This is aimed at individuals who already understand background on latent variable modeling, but just want to know how to do it in R. I’ll try to have a short explanation of each model for folks who are less familiar with latent variables, but I’d direct you to other resources for a comprehensive understanding of latent variable modeling.
So you know, it’s funny, when I first learned how to do latent variable modeling in R, I told everyone about how they should totally jump ship from Mplus to R, and now after a few years, I’ve come back around to prefer doing my latent variable modeling in Mplus actually. But, there’s a great R package called ‘MplusAutomation’ that allows you to use Mplus through R (mind blown, I know!). I’ll make a separate guide for using that package.
Latent Variable Modeling
Latent variables refer to an entity that is not directly observable, but is posited to cause variation across multiple measures that is shared and reflected in those items’ covariance with one another.

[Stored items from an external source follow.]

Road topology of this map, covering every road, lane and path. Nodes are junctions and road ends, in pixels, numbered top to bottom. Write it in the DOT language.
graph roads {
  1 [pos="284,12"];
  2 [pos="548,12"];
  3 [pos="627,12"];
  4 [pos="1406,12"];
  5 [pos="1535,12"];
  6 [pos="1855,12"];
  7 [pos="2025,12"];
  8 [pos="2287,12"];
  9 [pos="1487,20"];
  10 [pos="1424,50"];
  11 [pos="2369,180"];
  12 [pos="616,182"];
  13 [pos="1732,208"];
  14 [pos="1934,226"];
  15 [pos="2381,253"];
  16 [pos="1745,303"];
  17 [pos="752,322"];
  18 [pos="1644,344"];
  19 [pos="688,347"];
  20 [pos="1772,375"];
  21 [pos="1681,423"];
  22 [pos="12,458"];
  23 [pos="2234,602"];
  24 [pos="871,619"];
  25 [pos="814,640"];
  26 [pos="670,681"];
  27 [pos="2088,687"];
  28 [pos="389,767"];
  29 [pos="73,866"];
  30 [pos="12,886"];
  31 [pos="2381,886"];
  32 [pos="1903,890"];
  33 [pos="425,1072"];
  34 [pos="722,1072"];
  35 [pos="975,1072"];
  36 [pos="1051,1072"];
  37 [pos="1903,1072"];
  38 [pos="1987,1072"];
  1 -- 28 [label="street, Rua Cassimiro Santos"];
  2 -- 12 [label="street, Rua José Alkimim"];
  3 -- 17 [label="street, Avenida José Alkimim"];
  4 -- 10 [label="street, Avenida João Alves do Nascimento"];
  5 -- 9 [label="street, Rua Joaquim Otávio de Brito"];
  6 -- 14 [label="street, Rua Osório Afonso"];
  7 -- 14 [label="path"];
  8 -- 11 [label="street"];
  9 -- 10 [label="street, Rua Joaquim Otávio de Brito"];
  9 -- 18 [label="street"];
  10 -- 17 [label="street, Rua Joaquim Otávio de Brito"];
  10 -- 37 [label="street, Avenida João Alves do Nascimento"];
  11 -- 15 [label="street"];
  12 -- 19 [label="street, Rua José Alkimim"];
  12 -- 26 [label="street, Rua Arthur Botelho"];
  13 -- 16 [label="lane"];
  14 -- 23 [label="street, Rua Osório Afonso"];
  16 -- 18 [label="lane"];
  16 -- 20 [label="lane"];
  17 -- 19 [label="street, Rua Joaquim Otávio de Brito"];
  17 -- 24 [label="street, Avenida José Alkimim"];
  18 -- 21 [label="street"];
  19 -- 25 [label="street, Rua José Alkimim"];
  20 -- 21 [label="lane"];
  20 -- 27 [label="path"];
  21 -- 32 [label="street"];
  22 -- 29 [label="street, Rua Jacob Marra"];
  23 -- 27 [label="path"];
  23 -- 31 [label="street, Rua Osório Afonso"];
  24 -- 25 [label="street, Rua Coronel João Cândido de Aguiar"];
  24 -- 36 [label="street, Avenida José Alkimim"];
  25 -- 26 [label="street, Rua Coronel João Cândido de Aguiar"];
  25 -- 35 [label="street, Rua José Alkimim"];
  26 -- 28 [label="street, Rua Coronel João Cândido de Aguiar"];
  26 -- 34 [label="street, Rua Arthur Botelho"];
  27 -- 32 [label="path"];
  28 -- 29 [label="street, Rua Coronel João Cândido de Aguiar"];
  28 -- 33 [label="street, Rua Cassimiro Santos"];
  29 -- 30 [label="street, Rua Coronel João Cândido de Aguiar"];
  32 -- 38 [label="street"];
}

Almost all latent variable models that can be implemented in Mplus can be implemented in R in the ‘lavaan’ package. Also, as you’ve picked up by now, R is incredibly popular, so there are SO many examples of how to run latent variable models in lavaan online. The creator of the lavaan package has extensive tutorials here also: http://lavaan.ugent.be/tutorial/index.html.
A simple CFA
This is an example of what a 4-indicator CFA looks like: https://images.slideplayer.com/25/7929454/slides/slide_21.jpg.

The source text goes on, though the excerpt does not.